Although Baker is definitely not an impartial biographer, I enjoyed learning about Buchanan’s early life, and this combined with the other two works I was reading gave me a better appreciation of how a duck he truly was. Of the three, this is the best for a survey of his life and work, since 1858 and Bosom Friends are more focused in scope. Given that Bosom Friends focuses on Buchanan’s social life, particularly the “Bachelor’s Mess” he kept with William Rufus King and several other legislators, I’m hoping to end this miniseries within my larger “impending crisis” obsession on a slightly more charitable note. ‘Tis the season.
Quotations
As a loyal member of the Democratic party Buchanan represented one of the few remaining national institutions in the United States when he was elected president. By that time, churches had separated into northern and southern factions; newspapers printed only sectional versions of the events of the day and the new Republican party had no following south of the Mason-Dixon Line. Only the Democracy remained the voice of all the people —North and South.
Buchanan had long since chosen sides. Both physically and politically he had only one farsighted eye, and it looked southward.
Republicans and many northern Democrats considered the invasion of Mexico gross interference in the domestic affairs of another nation. Besides it was illegal to use American troops to invade another nation without a declaration of war by Congress. But the president held Mexico an exception to such constitutional strictures. It was a neighbor whose “anarchy and confusion” affected Americans. “As a good neighbor shall we not extend to her a helping hand to save her?”

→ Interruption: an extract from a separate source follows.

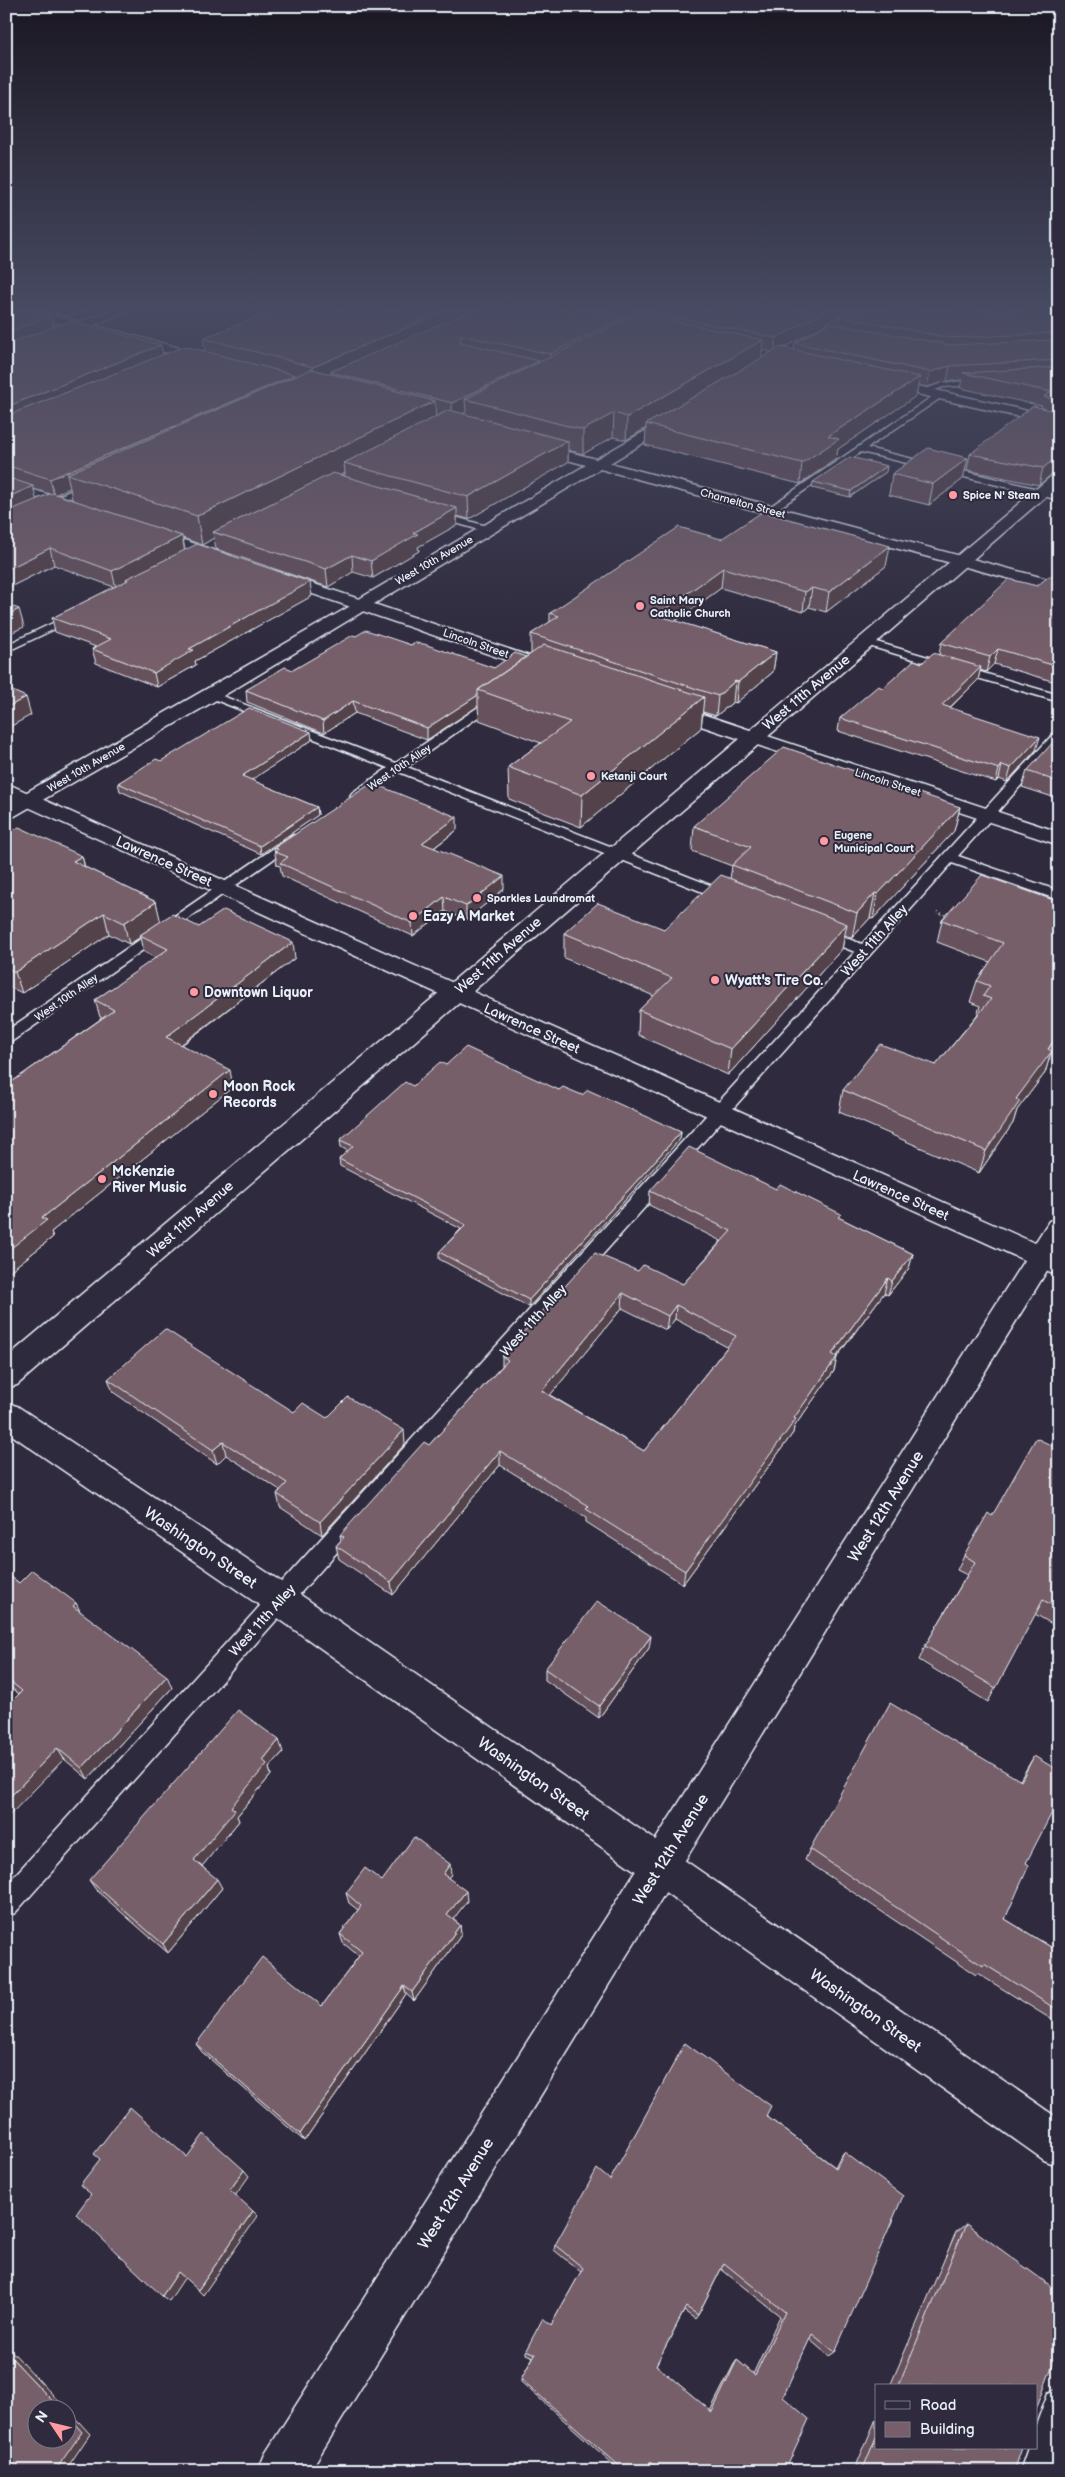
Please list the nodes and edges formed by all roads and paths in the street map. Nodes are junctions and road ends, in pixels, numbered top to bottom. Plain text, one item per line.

Measured against other presidents, even those in the twentieth and twenty-first centuries, Buchanan is one of the most aggressive, hawkish chief executives in American history.
Americans have conveniently misled themselves about the presidency of James Buchanan, preferring to classify him as indecisive and inactive. According to historian Samuel Eliot Morison, “He prayed, and frittered and did nothing.” In fact, Buchanan’s failing during the crisis over the Union was not inactivity, but rather his partiality for the South, a favoritism that bordered on disloyalty in an officer pledged to defend all the United States. He was that most dangerous of chief executives, a stubborn, mistaken ideologue whose principles held no room for compromise. His experience in government had only rendered him too self-confident to consider other views. In his betrayal of the national trust, Buchanan came closer to committing treason than any other president in American history.
Throughout the war Buchanan was a good Unionist. He supported the draft, but not the Emancipation Proclamation, and he never publicly criticized what he considered Lincoln’ violations of the Constitution.